Your biggest problem isn't finding ebooks - there's millions floating around - it's finding ones you want ot read at a fair price. As a self published author I'm not going to promote pirate copies - they're out there in the same way pirate music is - but I am keen to nudge you to wherever the better priced books are.
First of all, you're not locked in to whichever manufacturer you've bought or been given. Obviously Kindle owners should look at the Amazon Kindle store for books, but if you're not afraid to connect your Kindle up by USB to your PC and transfer books you can find the same and alternative books on a site called Smashwords. Most authors price their books the same on both sites (Smashwords caters for all eReaders and formats) but you may find the book you are looking at a bit cheaper.
For Apple folks it's possible that you can make even bigger savings. Apple have a no-nonesense pricing policy that in the US means books are priced in $0.99 increments ($0.99, $1.99, $2,99 etc), in the UK and Europe it's a little different but follows a similar trend (£0.49, £0.99, £1.49, £1.99 etc for UK, put a Euro sign in front for the rest of Europe). What this means is that frequently books are more expensive on Apple than on other eReaders - although for a while my books were cheaper, so always check. What you may not have realised two days into owning your iPad is that you can download Kindle, Kobo and, I think, Nook eReaders as Apps for free so you can read ebooks on your iPad from multiple sources, choosing the best prices for the books. This should also be true for those of you who have recieved a Kobo Vox or an Amazon Kindle Fire, except of course, you can't run the iBook app on anything except an Apple device (if anyone knows differently, let me know).
So there are possiblities to shop around for your books.
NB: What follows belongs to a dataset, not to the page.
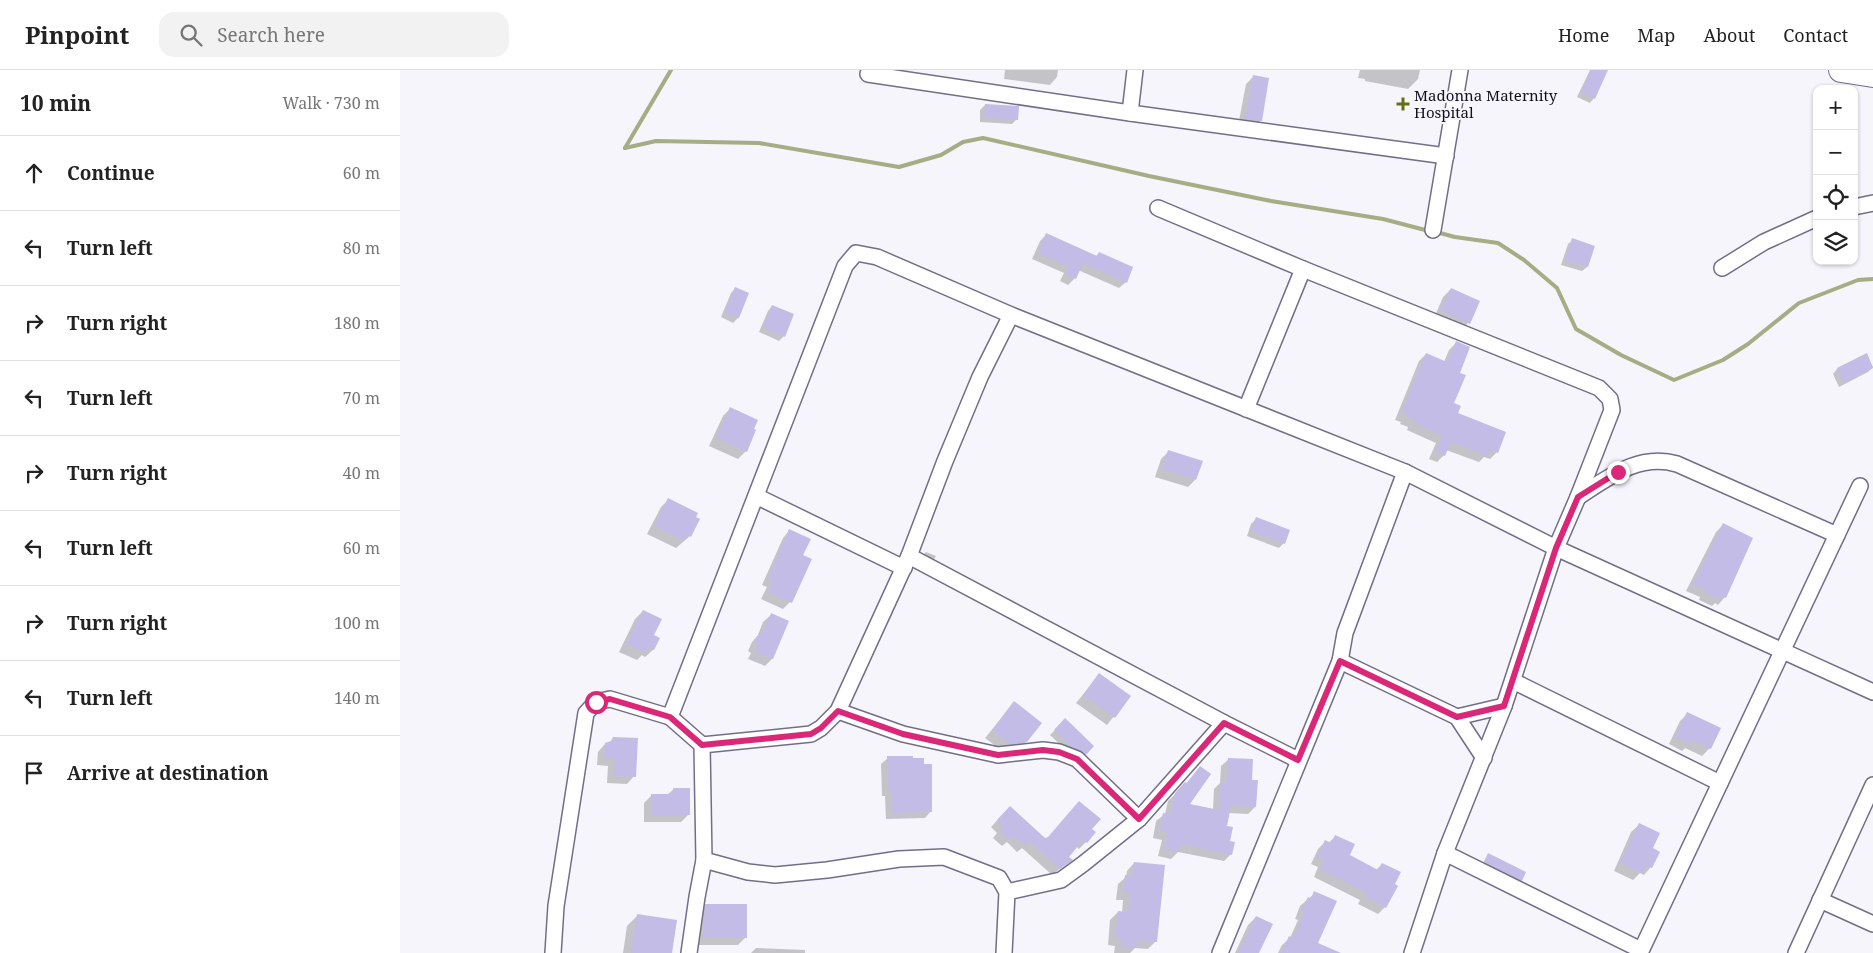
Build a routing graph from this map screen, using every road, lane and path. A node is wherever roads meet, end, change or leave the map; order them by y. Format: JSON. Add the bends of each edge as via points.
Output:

If you have a Kindle then you may have already experienced the whispersync feature - that is so seductively smooth and efficient it will deter you from looking eleswhere for books unless the savings are significant, but don't be afraid to look anyway. For other eReaders that don't have a comparable service the tendency to stick with the device manufacturer's website is less compelling.
But your biggest problem is finding the books you want to read. As I've said, there's literally millions of books, many of them free. A lot of the free books are classics that are out of copyright - you'll either like reading old books or you won't. The rest are made up of books that probably wouldn't sell at any price and often don't deserve to take up your device storage. Not all, though. Some authors will allow their books to be given away as a loss leader to get you to consider buying their priced books. There's also some books that are provided free as a service to the public - the recently released compendium of the Queen's Christmas Speeches discussed in an earlier blog, for example.
Just above free books are those that sell for $0.99 or its equivelant in other currencies - £0.86 including VAT in the UK right now, for example. That's the price point I pitch my books at and generally I buy at too (up to and just beyond £1.00 does for me). You can find mainstream authors pitching at this price point as well, and it's worth following blogs like this to get notice of deals being done. The standard of book available at this price point is extremely variable - there appears to be a lot of short stories (circa 4000 words), generally pornographic in nature, being pitched. I have no idea how well they sell, or indeed how well they're written, but it seems a lot for what is the length of a magazine article to me. Amazon aren't very helpful in advising how long a book is but you can generally get an idea by the file size - over 300kb for normal length books. Smashwords tells you how many words are in a book, which is much more useful. 70,000 upwards is normal for a novel.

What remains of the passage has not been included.